The komes ("count") Nicholas (Никола) was a local ruler in Bulgaria, and progenitor of the Cometopuli ("the sons of the count") dynasty.

According to the Armenian chronicler Stephen of Taron, the family originated in the Armenian region of Derdjan, where their sons were born. However, Michael Palairet affirms that count Nicholas' family name is Shishman, a family name not of Armenian origin, which centuries later became a Bulgarian royal dynasty. He was married to Ripsime or Hripsime; the couple had four sons, David, Moses, Aron, and Samuel, who are collectively known as the Cometopuli (from Greek Kometopouloi, "sons of the komes"; Armenian կոմսաձագ Komsajagk). Sometime in the 970s—the exact date is unclear and disputed—the brothers launched a successful rebellion against the Byzantine Empire, that had recently subdued Bulgaria; after the early death of his brothers, Samuel remained as the undisputed leader of Bulgaria, ruling as Tsar from 996 until his death in 1014.

Other than that, nothing is known of Nicholas. He may have ruled Serdica or, according to other sources, was a local count in the region of the modern North Macedonia. The family appanage was located above the village of Palatovo, according to legend and a number of archeological data in the neighborhood.

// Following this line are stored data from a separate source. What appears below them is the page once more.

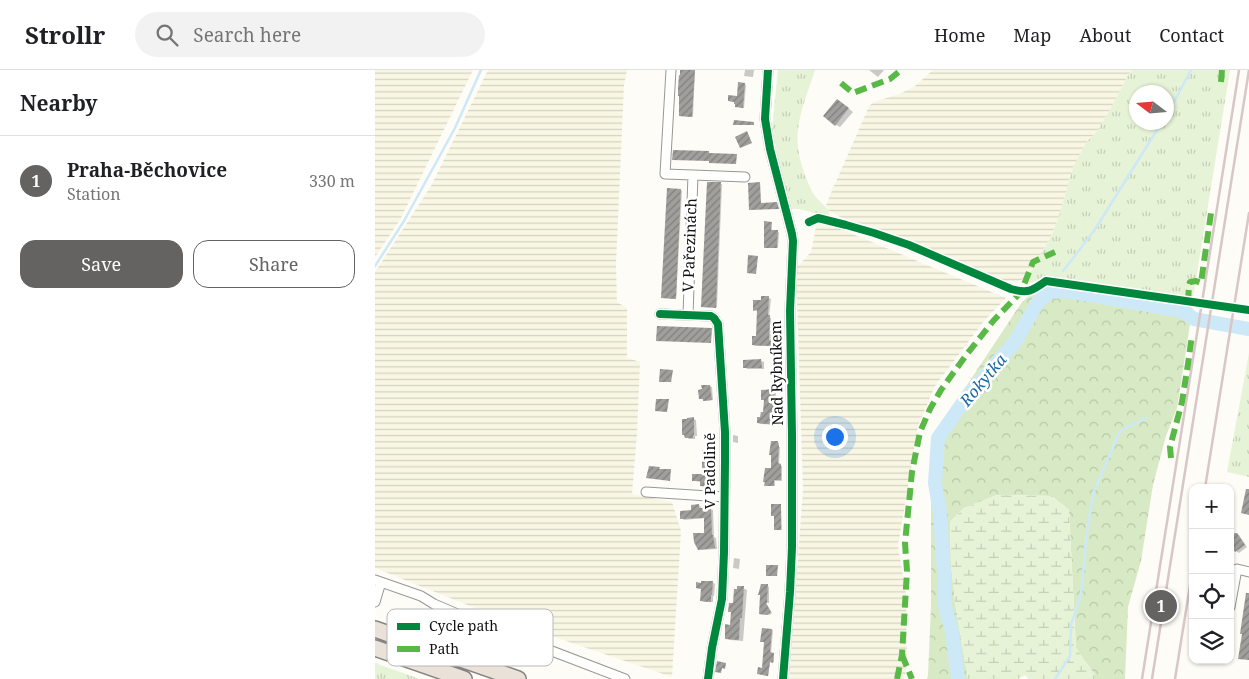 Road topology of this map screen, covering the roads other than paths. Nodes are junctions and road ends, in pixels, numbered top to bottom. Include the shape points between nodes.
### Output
1 (671, 70) edge
2 (768, 70) edge
3 (693, 175) junction
4 (745, 177) dead end
5 (660, 314) dead end
6 (688, 315) junction
7 (646, 492) dead end
8 (724, 497) junction
9 (1249, 572) edge
10 (378, 581) edge
11 (1234, 585) edge
12 (376, 600) edge
13 (446, 609) edge
14 (375, 629) edge
15 (387, 633) edge
16 (375, 648) edge
17 (553, 651) edge
18 (387, 652) edge
19 (427, 666) edge
20 (481, 666) edge
21 (464, 679) edge
22 (518, 679) edge
23 (625, 679) edge
24 (708, 679) edge
25 (783, 679) edge

1 - 3 street via 665,174
2 - 25 street, Nad Rybníkem via 765,119 793,241 789,311 792,547
3 - 4 street
3 - 6 street, V Pařezinách
5 - 6 street, V Padolině
6 - 8 street, V Padolině via 711,316 718,324 725,432
7 - 8 street
8 - 24 street, V Padolině via 722,599
9 - 11 street via 1237,569
10 - 12 street
10 - 13 street via 421,596
14 - 15 highway
16 - 18 highway
17 - 23 street
19 - 21 highway
20 - 22 highway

In 992/3, Samuel erected at German, near Lake Prespa, an inscription commemorating his parents and his brother David.

== Sources ==
- Kazhdan, Alexander (1991). "The Oxford Dictionary of Byzantium"
- Lilie, Ralph-Johannes (2013). "Prosopographie der mittelbyzantinischen Zeit Online. Berlin-Brandenburgische Akademie der Wissenschaften. Nach Vorarbeiten F. Winkelmanns erstellt"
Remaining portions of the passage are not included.